Is it so that the range is always from before and after .noreturn_type? Because you could get that as .u1_type ... @intToEnum(@enumToInt(.noreturn_type) - 1), that's all comptime, so the compiler can figure out if the result is a valid declared-order enum range or not. I don't think the switch could be compiled if the subtraction were a runtime-known value, so we can rule that out, surely.

The declared order seems like the only sensible way to define an enum range to me. Specifically, this:

[...] what's the compiler expected to do with this case:

Emit a compile error, just as it would for .b ... .d, or indeed for 8...4 on an integer switch. (Equivalently, you can write const b_first = 8; const d_last = 4; today, and use it as a switch range on an integer, to get an error.) All of the semantics here are trivial extensions of existing semantics.

Seems like the confusing and wrong thing to do. In effect that would be type punning on the enums tags and their values. If you switch on tags, ranges should be tag order, if you switch (@enumToInt(anEnum)) then you get to switch on values, and ranges would work the way they already do for integers.

mnemnion avatar May 17 '24 02:05 mnemnion

Throwing an idea here, wouldn't it make more sense to be able to declare enum subsets?

const AnEnum = enum {
    a,
    b,
    ASubset {
        c,
        d,
    },
    e,

    const AnotherSubset = enum (AnEnum) {
        a,
        e,
    };
};
const a_value = AnEnum.a;
const c_value = AnEnum.c;
const another_c_value = AnEnum.ASubset.c;
const another_a_value = AnEnum.AnotherSubset.a;
switch (any_value) {
    .a => {},
    .ASubset => {},
    else => {},
}

(Not quite sure about the syntax, but the idea is here.)

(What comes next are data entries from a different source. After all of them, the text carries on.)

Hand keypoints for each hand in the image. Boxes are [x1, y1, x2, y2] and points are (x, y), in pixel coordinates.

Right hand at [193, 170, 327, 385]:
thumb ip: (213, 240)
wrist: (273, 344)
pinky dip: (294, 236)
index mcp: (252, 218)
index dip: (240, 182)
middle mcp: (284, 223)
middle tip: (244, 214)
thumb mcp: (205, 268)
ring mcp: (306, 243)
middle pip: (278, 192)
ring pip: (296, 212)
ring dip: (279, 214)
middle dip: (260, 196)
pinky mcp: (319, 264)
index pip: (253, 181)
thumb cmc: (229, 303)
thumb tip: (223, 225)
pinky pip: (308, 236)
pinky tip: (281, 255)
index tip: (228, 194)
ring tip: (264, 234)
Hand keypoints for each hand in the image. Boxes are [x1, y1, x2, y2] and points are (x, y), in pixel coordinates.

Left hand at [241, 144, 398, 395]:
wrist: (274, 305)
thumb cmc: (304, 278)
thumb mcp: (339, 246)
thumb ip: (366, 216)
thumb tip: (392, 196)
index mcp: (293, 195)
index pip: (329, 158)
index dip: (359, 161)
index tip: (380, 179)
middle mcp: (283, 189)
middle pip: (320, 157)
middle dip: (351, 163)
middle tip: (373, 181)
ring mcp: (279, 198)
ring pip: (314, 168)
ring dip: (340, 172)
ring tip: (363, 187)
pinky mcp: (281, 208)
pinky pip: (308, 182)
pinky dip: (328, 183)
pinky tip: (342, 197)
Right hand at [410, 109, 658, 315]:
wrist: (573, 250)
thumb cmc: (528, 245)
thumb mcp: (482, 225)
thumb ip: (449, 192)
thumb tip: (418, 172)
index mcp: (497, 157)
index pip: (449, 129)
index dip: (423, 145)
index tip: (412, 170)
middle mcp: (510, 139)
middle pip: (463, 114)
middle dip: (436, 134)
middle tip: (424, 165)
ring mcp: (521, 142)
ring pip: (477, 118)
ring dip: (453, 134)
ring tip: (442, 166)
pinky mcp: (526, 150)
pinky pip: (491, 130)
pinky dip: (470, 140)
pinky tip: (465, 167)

This would solve this issue, while also being able to have "ranges" that are, in fact, not continuous in the enum's declaration.

Lzard avatar May 17 '24 07:05 Lzard

@Lzard enum subsets seem like a good proposal, but maybe not this proposal. There are a lot of questions to answer, all of which seem parallel to the intention here: can a variable be a subset? Can subsets be declared outside of the enum? Can you upcast a subset in a switch statement, if so, how, @as ? Can you downcast in a switch, and is that an error, or an else branch, if the enum value isn't in the subset? This issue doesn't seem like the place to address all of that. It does strike me as a useful feature to at least consider, though there may be prior art (as in, already considered and rejected).